The Wave Glider vehicle, developed by Boeing subsidiary Liquid Robotics, was deployed to help assess the health of the coral reefs and ecosystems. Powered by waves and sun, the vehicle provided continuous, real‐time environmental ocean data using onboard sensors and software. The technology allowed scientists to measure atmosphere and water over long periods of time.

Shrimp Parasite Study Might Have
Implications for Human Health

Tiny shrimp infected by a microscopic parasite are growing in abundance in nutrient-fueled salt marshes and may well portend future threats to humankind.

The study, co-authored by Dr. Richard Heard of the University of Southern Mississippi’s Gulf Coast Research Laboratory, builds on a long-term experiment in which researchers have been adding nitrogen to a New England salt marsh each year since 2004 to investigate how these key coastal ecosystems respond to nutrient-rich runoff from fertilized fields, wastewater treatment plants and other human sources.

To reproduce, the parasite needs to get into the gut of a bird. Turning the amphipod bright orange makes it become attractive to birds. This research could shed light on whether what happens at the bottom of the food web ripples upward.

The study involved counting the number of infected and parasite-free amphipods in fertilized and unfertilized plots each summer from 2009 to 2014.

They discovered that the prevalence of the parasite increased to 13 times higher in nutrient-enriched marshes, while the biomass density of infected amphipods was on average 11 times higher.
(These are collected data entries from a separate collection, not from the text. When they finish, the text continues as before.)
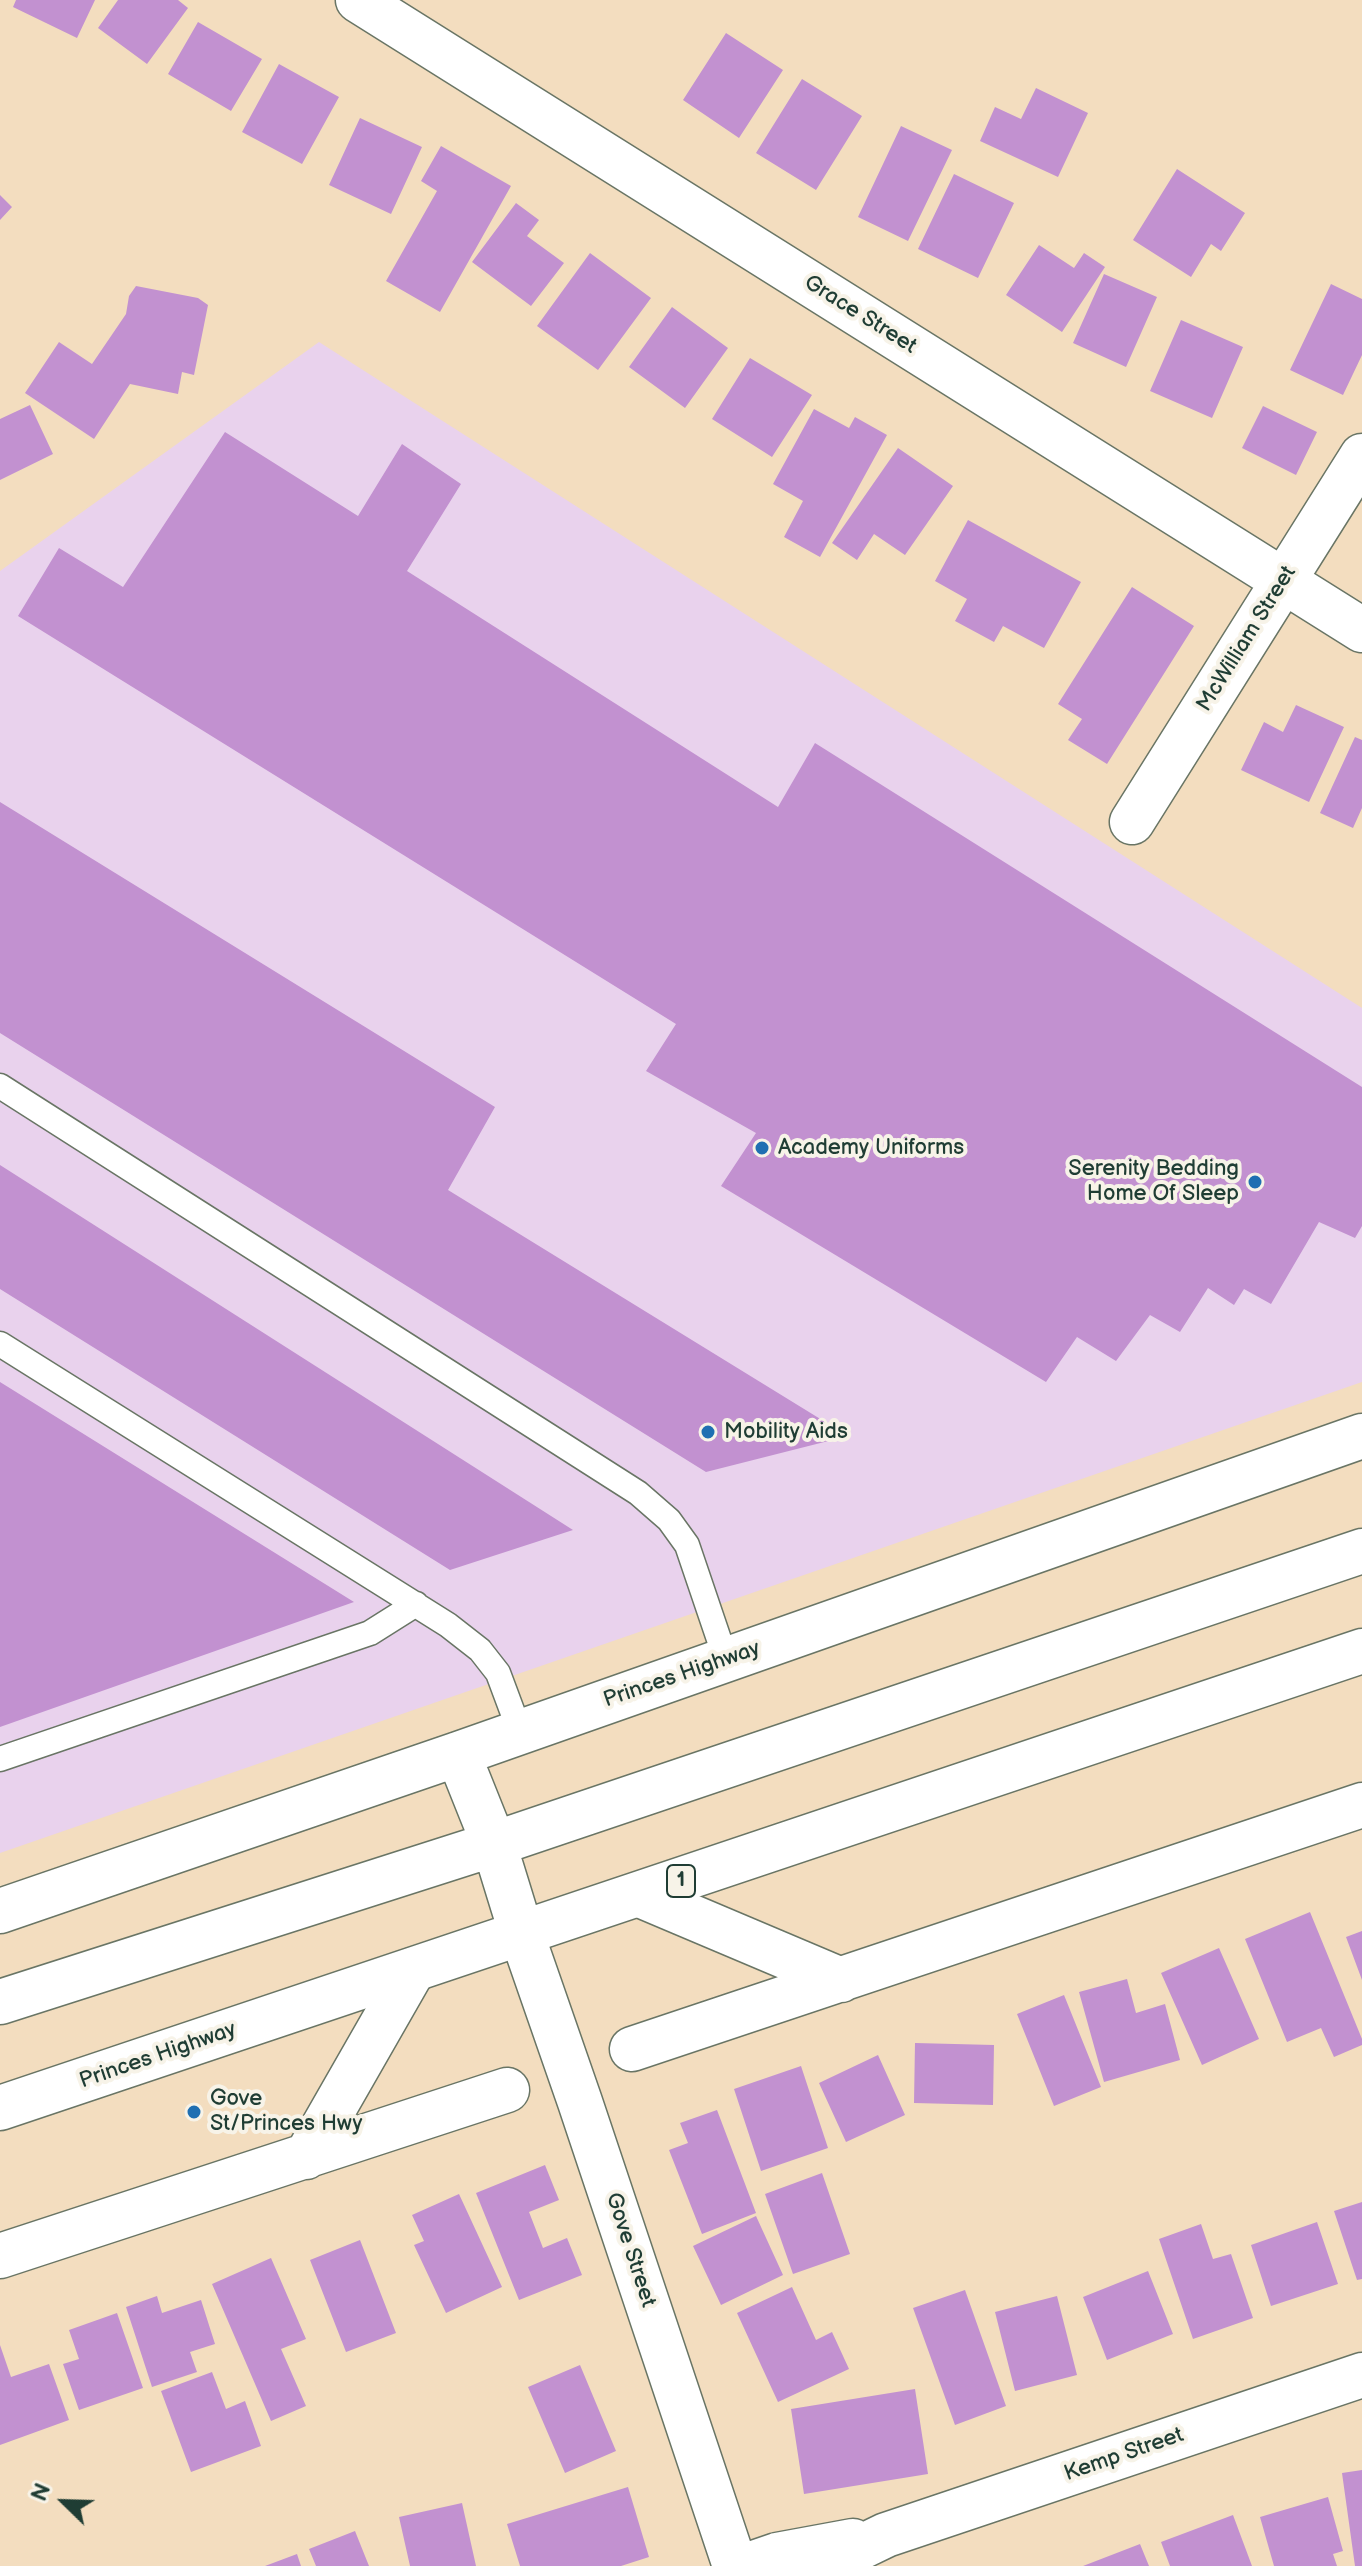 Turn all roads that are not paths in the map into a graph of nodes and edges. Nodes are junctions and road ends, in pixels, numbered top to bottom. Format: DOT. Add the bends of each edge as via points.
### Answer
graph roads {
  1 [pos="358,0"];
  2 [pos="1362,456"];
  3 [pos="1284,581"];
  4 [pos="1362,630"];
  5 [pos="1132,822"];
  6 [pos="0,1086"];
  7 [pos="0,1344"];
  8 [pos="1362,1436"];
  9 [pos="1362,1551"];
  10 [pos="416,1604"];
  11 [pos="1362,1651"];
  12 [pos="726,1660"];
  13 [pos="520,1732"];
  14 [pos="458,1754"];
  15 [pos="0,1759"];
  16 [pos="1362,1805"];
  17 [pos="494,1844"];
  18 [pos="640,1895"];
  19 [pos="0,1911"];
  20 [pos="522,1935"];
  21 [pos="413,1970"];
  22 [pos="841,1980"];
  23 [pos="0,2002"];
  24 [pos="632,2049"];
  25 [pos="507,2090"];
  26 [pos="0,2108"];
  27 [pos="306,2157"];
  28 [pos="0,2256"];
  29 [pos="1362,2375"];
  30 [pos="886,2535"];
  31 [pos="735,2566"];
  32 [pos="745,2566"];
  33 [pos="822,2566"];
  1 -- 3 [label="main road, Grace Street"];
  2 -- 3 [label="main road, McWilliam Street"];
  3 -- 4 [label="main road, Grace Street"];
  3 -- 5 [label="main road, McWilliam Street"];
  6 -- 12 [label="lane" via="638,1493 669,1520 687,1545"];
  7 -- 10 [label="lane"];
  8 -- 12 [label="main road, Princes Highway"];
  9 -- 17 [label="main road"];
  10 -- 13 [label="lane" via="480,1650 498,1673"];
  10 -- 15 [label="lane" via="370,1633"];
  11 -- 18 [label="main road, Princes Highway / 1"];
  12 -- 13 [label="main road, Princes Highway"];
  13 -- 14 [label="main road, Princes Highway"];
  14 -- 17 [label="main road, Gove Street"];
  14 -- 19 [label="main road, Princes Highway"];
  16 -- 22 [label="main road"];
  17 -- 20 [label="main road, Gove Street"];
  17 -- 23 [label="main road"];
  18 -- 20 [label="main road, Princes Highway / 1"];
  18 -- 22 [label="main road"];
  20 -- 21 [label="main road, Princes Highway / 1"];
  20 -- 31 [label="main road, Gove Street"];
  21 -- 26 [label="main road, Princes Highway / 1"];
  21 -- 27 [label="main road"];
  22 -- 24 [label="main road"];
  25 -- 27 [label="main road"];
  27 -- 28 [label="main road"];
  29 -- 30 [label="main road, Kemp Street"];
  30 -- 32 [label="main road, Kemp Street"];
  30 -- 33 [label="main road, Kemp Street"];
}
This work may provide insights between human activities and disease emergence. Nutrient pollution could enhance the populations of parasites that affect humans, thereby promoting disease.

Ceres Has Possible
Remnants of Ancient Ocean

Minerals containing water are widespread on Ceres, suggesting the dwarf planet may have had a global ocean in the past. In one study, NASA’s Dawn mission team found Ceres’s crust is a mixture of ice, salts and hydrated materials that were subjected to past and possibly recent geologic activity, and this crust represents most of that ancient ocean. The second study builds off the first and suggests there is a softer, easily deformable layer beneath Ceres’s rigid surface crust, which could be the signature of residual liquid left over from the ocean.

The team thinks most of Ceres’s ancient ocean is now frozen and bound up in the crust, remaining in the form of ice, clathrate hydrates and salts. But if there is residual liquid underneath, that ocean is not yet entirely frozen.

$1.2 Million to Develop
Hadal Water Column Profiler

The deepest zone in the ocean, the hadal zone, is deeper than 3.75 mi. (6,000 m). Very little is known about the circulation, mixing, chemical properties and biological communities in the water of these deep-ocean trenches.

This dearth of knowledge stems from a lack of suitable instrumentation with which to make observations.

With a $1.2 million award from the W.M. Keck Foundation, a team from the University of Hawaii at Manoa, along with industry partners, is on track to build a hadal water column profiler (HWCP). It will, for the first time: enable high-quality physical, chemical and biological sampling of the water column from the sea surface to the seafloor at 11 km (36,000 ft.) depth; withstand hundreds of cycles up and down in the water column; and provide observations needed to illuminate important problems, such as how the deep-ocean trenches are ventilated.

Research possible thanks to HWCP will create new understanding of the deep ocean’s impact on the climate and biological communities. Seismic Research System

For Canary Archipelago
The underwater volcano Tagoro in the Canary archipelago is being monitored closely by the Spanish Institute of Oceanography, together with both Canarian Universities. Submerged in October 2016, the monitoring system by RTsys will be resurfaced at the end of winter season in 2017. RTsys designed a system combining three geophones and a hydrophone. The device measures temperature, salinity and other environmental parameters.